**What the exercise asks**
Print the entries verbatim, leaving out the images they contain.

**The input**

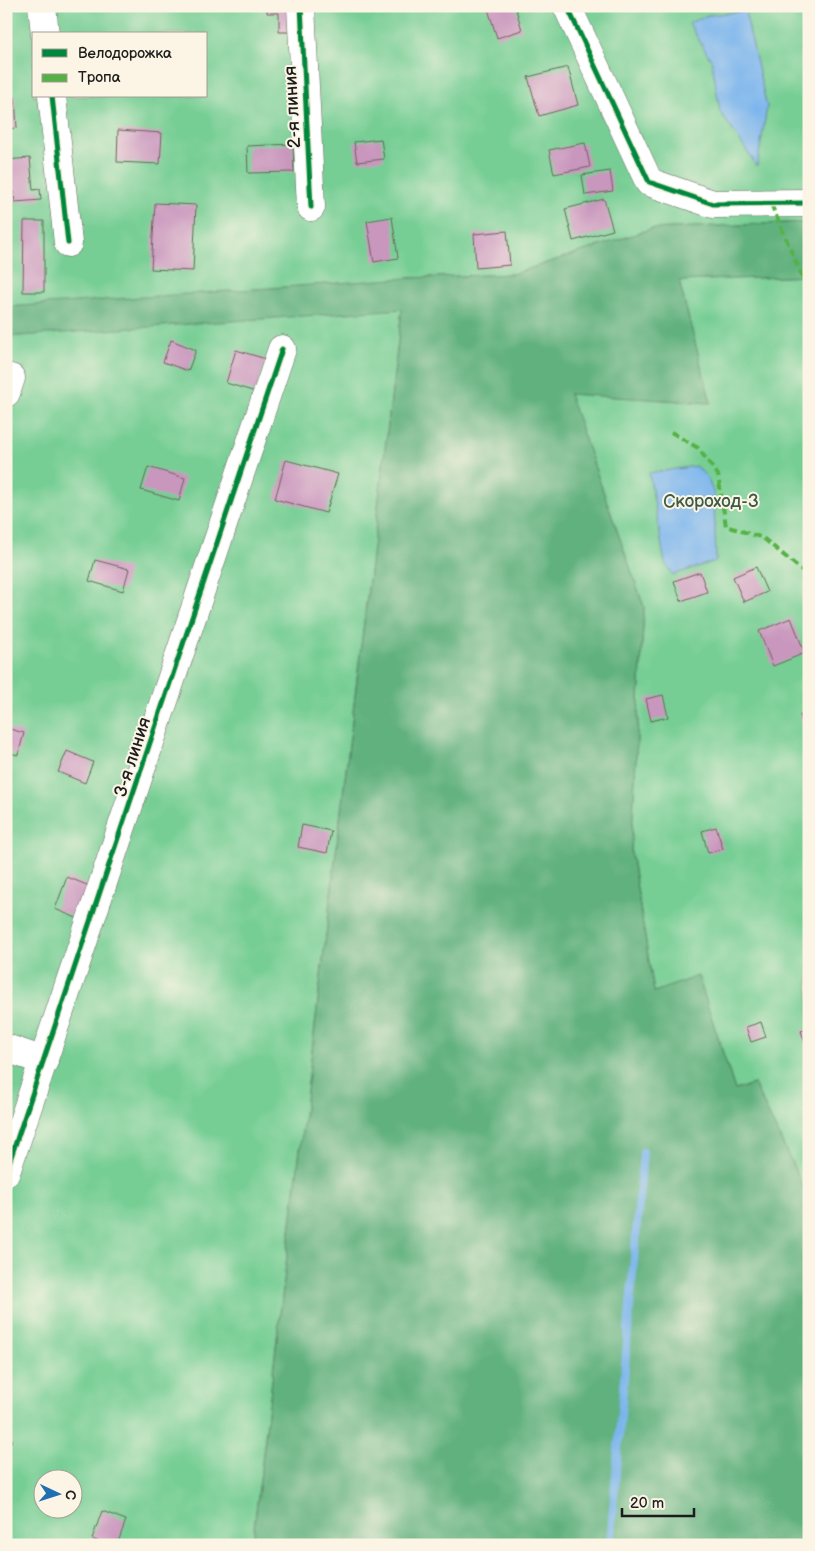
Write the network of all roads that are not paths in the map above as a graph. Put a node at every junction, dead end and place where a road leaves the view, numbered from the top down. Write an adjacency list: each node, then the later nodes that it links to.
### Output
1 (42, 6): 4 (street)
2 (301, 6): 7 (street, 2-я линия)
3 (567, 6): 6 (street)
4 (45, 32)
5 (52, 98): 8 (street)
6 (809, 203)
7 (310, 207)
8 (68, 243)
9 (282, 349): 11 (street, 3-я линия)
10 (6, 1048): 11 (street)
11 (44, 1061): 12 (street, 3-я линия)
12 (6, 1172)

**Exercise solution**
Write the network of all roads that are not paths in the map above as a graph. Put a node at every junction, dead end and place where a road leaves the view, numbered from the top down. Write an adjacency list: each node, then the later nodes that it links to.
### Output
1 (42, 6): 4 (street)
2 (301, 6): 7 (street, 2-я линия)
3 (567, 6): 6 (street)
4 (45, 32)
5 (52, 98): 8 (street)
6 (809, 203)
7 (310, 207)
8 (68, 243)
9 (282, 349): 11 (street, 3-я линия)
10 (6, 1048): 11 (street)
11 (44, 1061): 12 (street, 3-я линия)
12 (6, 1172)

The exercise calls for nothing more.